» What to produce:
Collect all lines containing the word "gradient" from the data.

*** Opening of Given data ***

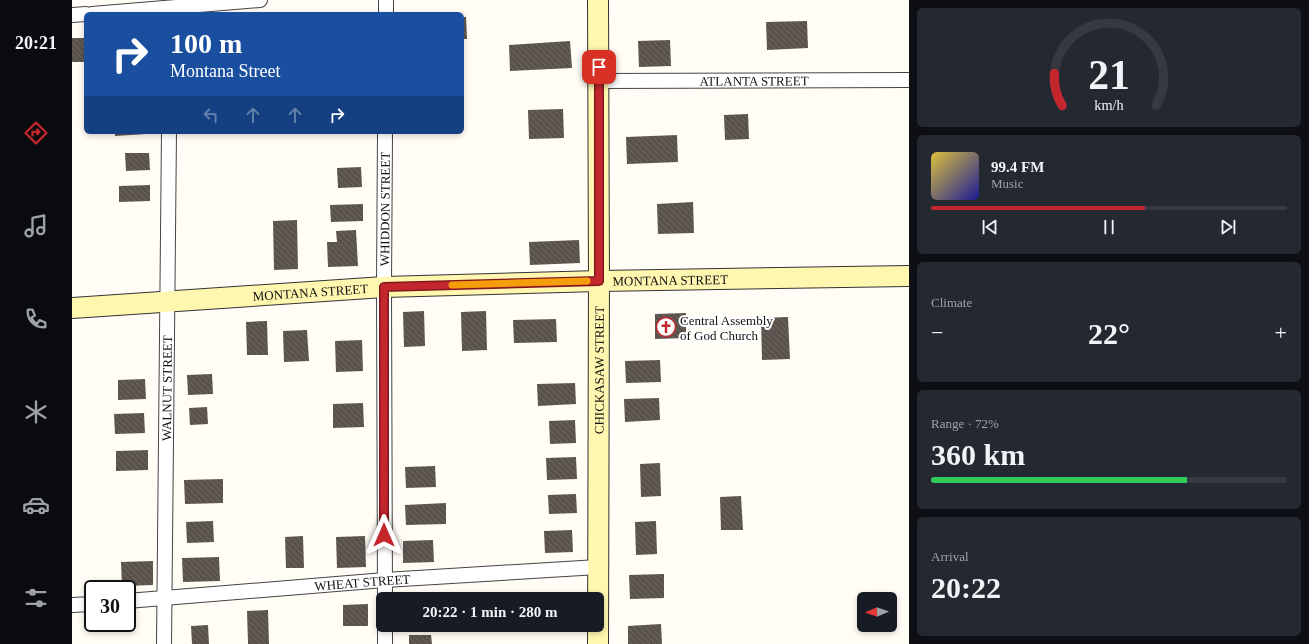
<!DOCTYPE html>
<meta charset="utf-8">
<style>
body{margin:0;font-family:"Times New Roman",serif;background:#242831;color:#f1f3f6;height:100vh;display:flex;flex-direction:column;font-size:15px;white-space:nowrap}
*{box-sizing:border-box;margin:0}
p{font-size:13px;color:#9ea1a6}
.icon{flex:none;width:22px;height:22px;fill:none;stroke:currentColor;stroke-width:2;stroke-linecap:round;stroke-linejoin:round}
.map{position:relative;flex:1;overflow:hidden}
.side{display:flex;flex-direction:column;gap:8px;padding:8px;background:#0d0f14;width:400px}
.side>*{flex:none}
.hud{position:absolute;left:12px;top:12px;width:380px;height:122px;border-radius:6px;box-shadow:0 2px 6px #0003;background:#1a4fa0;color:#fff;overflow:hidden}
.needle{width:26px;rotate:268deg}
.controls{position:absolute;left:785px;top:592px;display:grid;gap:8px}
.controls a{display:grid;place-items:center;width:40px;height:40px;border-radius:6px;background:#171b24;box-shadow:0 2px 6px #0003;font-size:20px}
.speed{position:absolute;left:12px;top:580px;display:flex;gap:8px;font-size:20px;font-weight:700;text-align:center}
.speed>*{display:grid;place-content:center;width:52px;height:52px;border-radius:50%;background:#171b24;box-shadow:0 2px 6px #0003;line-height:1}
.speed .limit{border:2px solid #111;border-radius:6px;background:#fff;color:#111}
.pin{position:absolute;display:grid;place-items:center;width:34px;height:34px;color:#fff;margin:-17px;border-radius:8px;box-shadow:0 2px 6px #0006}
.me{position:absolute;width:44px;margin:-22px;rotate:0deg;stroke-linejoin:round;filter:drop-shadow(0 0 3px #0008)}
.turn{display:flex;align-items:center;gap:14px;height:84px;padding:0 20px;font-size:18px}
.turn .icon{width:52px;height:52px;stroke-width:2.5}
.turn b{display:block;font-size:28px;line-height:34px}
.lanes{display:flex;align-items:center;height:38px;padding:0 20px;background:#0003;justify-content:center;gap:20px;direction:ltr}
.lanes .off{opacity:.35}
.big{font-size:30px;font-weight:800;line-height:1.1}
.side .widget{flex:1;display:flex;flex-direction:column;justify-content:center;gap:6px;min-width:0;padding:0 14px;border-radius:6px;background:#242831}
.side .dial{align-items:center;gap:0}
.dial svg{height:104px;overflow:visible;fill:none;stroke:#363941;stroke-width:7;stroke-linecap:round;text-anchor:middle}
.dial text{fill:#f1f3f6;stroke:none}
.song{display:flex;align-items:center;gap:12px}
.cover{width:48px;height:48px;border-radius:6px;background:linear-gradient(135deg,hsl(50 70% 55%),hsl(240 70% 35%))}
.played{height:4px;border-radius:2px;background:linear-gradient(90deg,#c4262e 60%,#363941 60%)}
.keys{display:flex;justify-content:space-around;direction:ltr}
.heat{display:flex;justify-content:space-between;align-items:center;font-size:22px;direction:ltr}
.charge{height:6px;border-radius:3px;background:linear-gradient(90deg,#34c759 72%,#363941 0)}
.trip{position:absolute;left:304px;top:592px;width:228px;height:40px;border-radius:6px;background:#171b24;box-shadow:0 2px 6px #0003;font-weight:800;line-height:40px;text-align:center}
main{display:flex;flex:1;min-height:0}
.tabs{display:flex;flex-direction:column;width:72px;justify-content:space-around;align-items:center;background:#090b0e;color:#9ea1a6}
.tabs .icon{width:28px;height:28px}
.tabs .selected{color:#c4262e}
.tabs b{font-size:18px;color:#f1f3f6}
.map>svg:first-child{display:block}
.building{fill:url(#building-back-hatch)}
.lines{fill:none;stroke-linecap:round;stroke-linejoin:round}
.street-casing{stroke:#444;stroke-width:16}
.secondary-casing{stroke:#333;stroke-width:22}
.street{stroke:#fff;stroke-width:14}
.secondary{stroke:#fff6b0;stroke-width:20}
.route-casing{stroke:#7f191e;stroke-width:10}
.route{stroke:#c4262e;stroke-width:7}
.slow{stroke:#f59e0b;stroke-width:7}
.labels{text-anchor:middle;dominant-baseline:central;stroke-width:4;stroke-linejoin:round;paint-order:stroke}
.street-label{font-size:13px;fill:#111;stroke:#fff}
.poi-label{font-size:13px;fill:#111;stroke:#fff;text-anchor:start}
</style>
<main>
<nav class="tabs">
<b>20:21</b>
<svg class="icon selected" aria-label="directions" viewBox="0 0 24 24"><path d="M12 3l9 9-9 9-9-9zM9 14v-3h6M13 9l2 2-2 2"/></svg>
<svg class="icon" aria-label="music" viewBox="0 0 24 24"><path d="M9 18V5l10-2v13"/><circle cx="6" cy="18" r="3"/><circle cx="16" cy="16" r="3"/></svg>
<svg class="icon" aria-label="phone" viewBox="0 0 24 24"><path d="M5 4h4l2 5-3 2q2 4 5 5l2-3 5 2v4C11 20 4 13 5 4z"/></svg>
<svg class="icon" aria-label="climate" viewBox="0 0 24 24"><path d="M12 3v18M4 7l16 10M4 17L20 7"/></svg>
<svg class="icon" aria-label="car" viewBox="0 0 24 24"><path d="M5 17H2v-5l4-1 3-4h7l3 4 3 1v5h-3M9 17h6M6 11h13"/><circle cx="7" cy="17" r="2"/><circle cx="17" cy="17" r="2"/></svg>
<svg class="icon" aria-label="filters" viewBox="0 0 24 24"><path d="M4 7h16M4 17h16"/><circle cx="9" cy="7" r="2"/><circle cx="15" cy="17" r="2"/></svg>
</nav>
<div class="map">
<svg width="837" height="644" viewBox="0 0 837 644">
<defs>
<pattern id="building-back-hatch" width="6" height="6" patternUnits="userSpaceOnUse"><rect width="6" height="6" fill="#5a524d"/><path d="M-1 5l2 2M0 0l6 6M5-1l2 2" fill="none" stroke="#6d6662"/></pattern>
</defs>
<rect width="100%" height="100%" fill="#fffdf5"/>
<g class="building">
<path d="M390,17H394L395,39H390Z"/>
<path d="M735,21L736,48L695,50L694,22Z"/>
<rect x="0" y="38" width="14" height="24"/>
<path d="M598,40L599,66L567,67L566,41Z"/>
<path d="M498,41L500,68L438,71L437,45Z"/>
<path d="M491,109L492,138L457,139L456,110Z"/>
<path d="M676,114L677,139L653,140L652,115Z"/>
<path d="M43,132H74V134L43,136Z"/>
<path d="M605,135L606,162L555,164L554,137Z"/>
<path d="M53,153H77L78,170L54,171Z"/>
<path d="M289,167L290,187L266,188L265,168Z"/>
<path d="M78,185V201L47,202V186Z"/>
<path d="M621,202L622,233L586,234L585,204Z"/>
<path d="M291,204V221L259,222L258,205Z"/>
<path d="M225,220L226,269L202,270L201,221Z"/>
<path d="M284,230L286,266L256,267L255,242H265L264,231Z"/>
<path d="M507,240L508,263L458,265L457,242Z"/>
<path d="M352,311L353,346L332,347L331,312Z"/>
<path d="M414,311L415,350L390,351L389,312Z"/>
<path d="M614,313V338L583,339V314Z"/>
<path d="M716,317L718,359L690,360L689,318Z"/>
<path d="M484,319L485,342L442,343L441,320Z"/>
<path d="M195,321L196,355H175L174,322Z"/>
<path d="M235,330L237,361L212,362L211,331Z"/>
<path d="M290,340L291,371L264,372L263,341Z"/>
<path d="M588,360L589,382L554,383L553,361Z"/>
<path d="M140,374L141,394L116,395L115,375Z"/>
<path d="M73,379L74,399L46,400V380Z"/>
<path d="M503,383L504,404L466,406L465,384Z"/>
<path d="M587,398L588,420L553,422L552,399Z"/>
<path d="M291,403L292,427L261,428V404Z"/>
<path d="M135,407L136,424L118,425L117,408Z"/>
<path d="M72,413L73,433L43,434L42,414Z"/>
<path d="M503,420L504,443L478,444L477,421Z"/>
<path d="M76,450V470L44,471V451Z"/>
<path d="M504,457L505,479L475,480L474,458Z"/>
<path d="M588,463L589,496L569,497L568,464Z"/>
<path d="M363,466L364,487L334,488L333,467Z"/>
<path d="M151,479V503L113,504L112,480Z"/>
<path d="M504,494L505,513L477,514L476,495Z"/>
<path d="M669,496L671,530H649L648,497Z"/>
<path d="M374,503V524L334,525L333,505Z"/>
<path d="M141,521L142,542L115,543L114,522Z"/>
<path d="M584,521L585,554L564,555L563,522Z"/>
<path d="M500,530L501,552L473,553L472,531Z"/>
<path d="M231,536L232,568H214L213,537Z"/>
<path d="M293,536L294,567L265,568L264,537Z"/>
<path d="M361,540L362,562L331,563V541Z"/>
<path d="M147,557L148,581L111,582L110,558Z"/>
<path d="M81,561V585L50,586L49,562Z"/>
<path d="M592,574V598L558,599L557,575Z"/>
<path d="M296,604V626H271V605Z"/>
<path d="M196,610L197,644H176L175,611Z"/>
<path d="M589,624L590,644H556V626Z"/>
<path d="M136,625L137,644H120L119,626Z"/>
<path d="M452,625H487V631L452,632Z"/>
<path d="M337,635H359L360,644H337Z"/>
</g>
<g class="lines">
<defs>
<g id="street">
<path d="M20,14L188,0"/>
<path d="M314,14V0"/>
<path d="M0,15L14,14"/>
<path id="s1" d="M527,81L837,80"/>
<path id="s2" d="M313,599L312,287L313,132"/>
<path id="s3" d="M55,601L313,580L526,567"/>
<path d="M0,605L21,604"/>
<path d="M313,625V644"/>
<path id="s4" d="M92,644L97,132"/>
</g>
<g id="secondary">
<path id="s5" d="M0,308L312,287L527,281L837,276"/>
<path id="s6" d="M526,644L527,281L526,0"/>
</g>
</defs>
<use href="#street" class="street-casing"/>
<use href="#secondary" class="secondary-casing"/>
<use href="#street" class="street"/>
<use href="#secondary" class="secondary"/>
</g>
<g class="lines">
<defs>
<path id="route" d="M312,535V287L527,281V67"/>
</defs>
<use href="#route" class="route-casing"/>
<use href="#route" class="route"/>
<path class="slow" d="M380,285L515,281"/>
</g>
<defs>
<symbol id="church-ring" viewBox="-11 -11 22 22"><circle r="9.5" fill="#fff" stroke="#c4262e" stroke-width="1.5"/><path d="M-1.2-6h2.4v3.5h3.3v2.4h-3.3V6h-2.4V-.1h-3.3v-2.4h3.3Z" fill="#c4262e"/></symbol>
</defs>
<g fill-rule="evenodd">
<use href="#church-ring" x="583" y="316" width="22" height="22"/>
</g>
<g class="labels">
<g class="street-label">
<text stroke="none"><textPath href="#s1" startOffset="155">ATLANTA STREET</textPath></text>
<text stroke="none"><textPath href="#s2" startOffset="390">WHIDDON STREET</textPath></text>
<text stroke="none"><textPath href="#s5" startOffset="599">MONTANA STREET</textPath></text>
<text stroke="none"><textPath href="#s5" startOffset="239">MONTANA STREET</textPath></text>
<text stroke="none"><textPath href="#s6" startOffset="274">CHICKASAW STREET</textPath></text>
<text stroke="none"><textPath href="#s4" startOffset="256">WALNUT STREET</textPath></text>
<text stroke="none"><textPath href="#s3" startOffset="236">WHEAT STREET</textPath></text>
</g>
<g class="poi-label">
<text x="608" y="320">Central Assembly<tspan x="608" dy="15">of God Church</tspan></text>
</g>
</g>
</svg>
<div class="controls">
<a><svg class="needle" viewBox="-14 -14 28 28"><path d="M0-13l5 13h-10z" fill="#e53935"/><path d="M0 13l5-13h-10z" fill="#9ea1a6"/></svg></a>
</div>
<div class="speed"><div class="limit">30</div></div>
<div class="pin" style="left:527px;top:67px;background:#d93025"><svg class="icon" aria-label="arrive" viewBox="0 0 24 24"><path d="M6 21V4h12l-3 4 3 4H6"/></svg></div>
<svg class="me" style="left:312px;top:535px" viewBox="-20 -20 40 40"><path d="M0-17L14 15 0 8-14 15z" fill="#c4262e" stroke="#fff" stroke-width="4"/></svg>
<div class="trip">20:22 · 1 min · 280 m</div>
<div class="hud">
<div class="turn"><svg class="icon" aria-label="right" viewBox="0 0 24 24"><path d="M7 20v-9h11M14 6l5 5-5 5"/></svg><div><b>100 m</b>Montana Street</div></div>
<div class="lanes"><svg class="icon off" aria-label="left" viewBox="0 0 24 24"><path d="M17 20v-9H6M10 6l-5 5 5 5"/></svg><svg class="icon off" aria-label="ahead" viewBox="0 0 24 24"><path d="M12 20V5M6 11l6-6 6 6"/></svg><svg class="icon off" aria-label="ahead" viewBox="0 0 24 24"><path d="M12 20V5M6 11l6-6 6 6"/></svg><svg class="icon" aria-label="right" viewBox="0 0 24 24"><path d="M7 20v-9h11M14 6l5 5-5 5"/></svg></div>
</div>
</div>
<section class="side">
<div class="widget dial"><svg viewBox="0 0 100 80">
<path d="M14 69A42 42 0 1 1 86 69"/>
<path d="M14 69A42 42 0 0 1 8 44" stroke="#c4262e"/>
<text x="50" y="56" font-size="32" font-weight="700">21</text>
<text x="50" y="72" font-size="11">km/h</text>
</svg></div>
<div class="widget">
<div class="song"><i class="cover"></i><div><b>99.4 FM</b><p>Music</p></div></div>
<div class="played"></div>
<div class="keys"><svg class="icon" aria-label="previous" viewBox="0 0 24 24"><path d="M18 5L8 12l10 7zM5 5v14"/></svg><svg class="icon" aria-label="pause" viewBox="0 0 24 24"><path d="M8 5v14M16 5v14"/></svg><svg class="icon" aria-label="next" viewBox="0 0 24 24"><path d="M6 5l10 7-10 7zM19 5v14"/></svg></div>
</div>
<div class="widget"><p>Climate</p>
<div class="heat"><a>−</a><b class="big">22°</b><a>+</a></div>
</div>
<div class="widget"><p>Range · 72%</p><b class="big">360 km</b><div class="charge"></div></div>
<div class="widget"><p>Arrival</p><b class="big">20:22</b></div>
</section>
</main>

*** Close of Given data ***

» Response below:
.cover{width:48px;height:48px;border-radius:6px;background:linear-gradient(135deg,hsl(50 70% 55%),hsl(240 70% 35%))}
.played{height:4px;border-radius:2px;background:linear-gradient(90deg,#c4262e 60%,#363941 60%)}
.charge{height:6px;border-radius:3px;background:linear-gradient(90deg,#34c759 72%,#363941 0)}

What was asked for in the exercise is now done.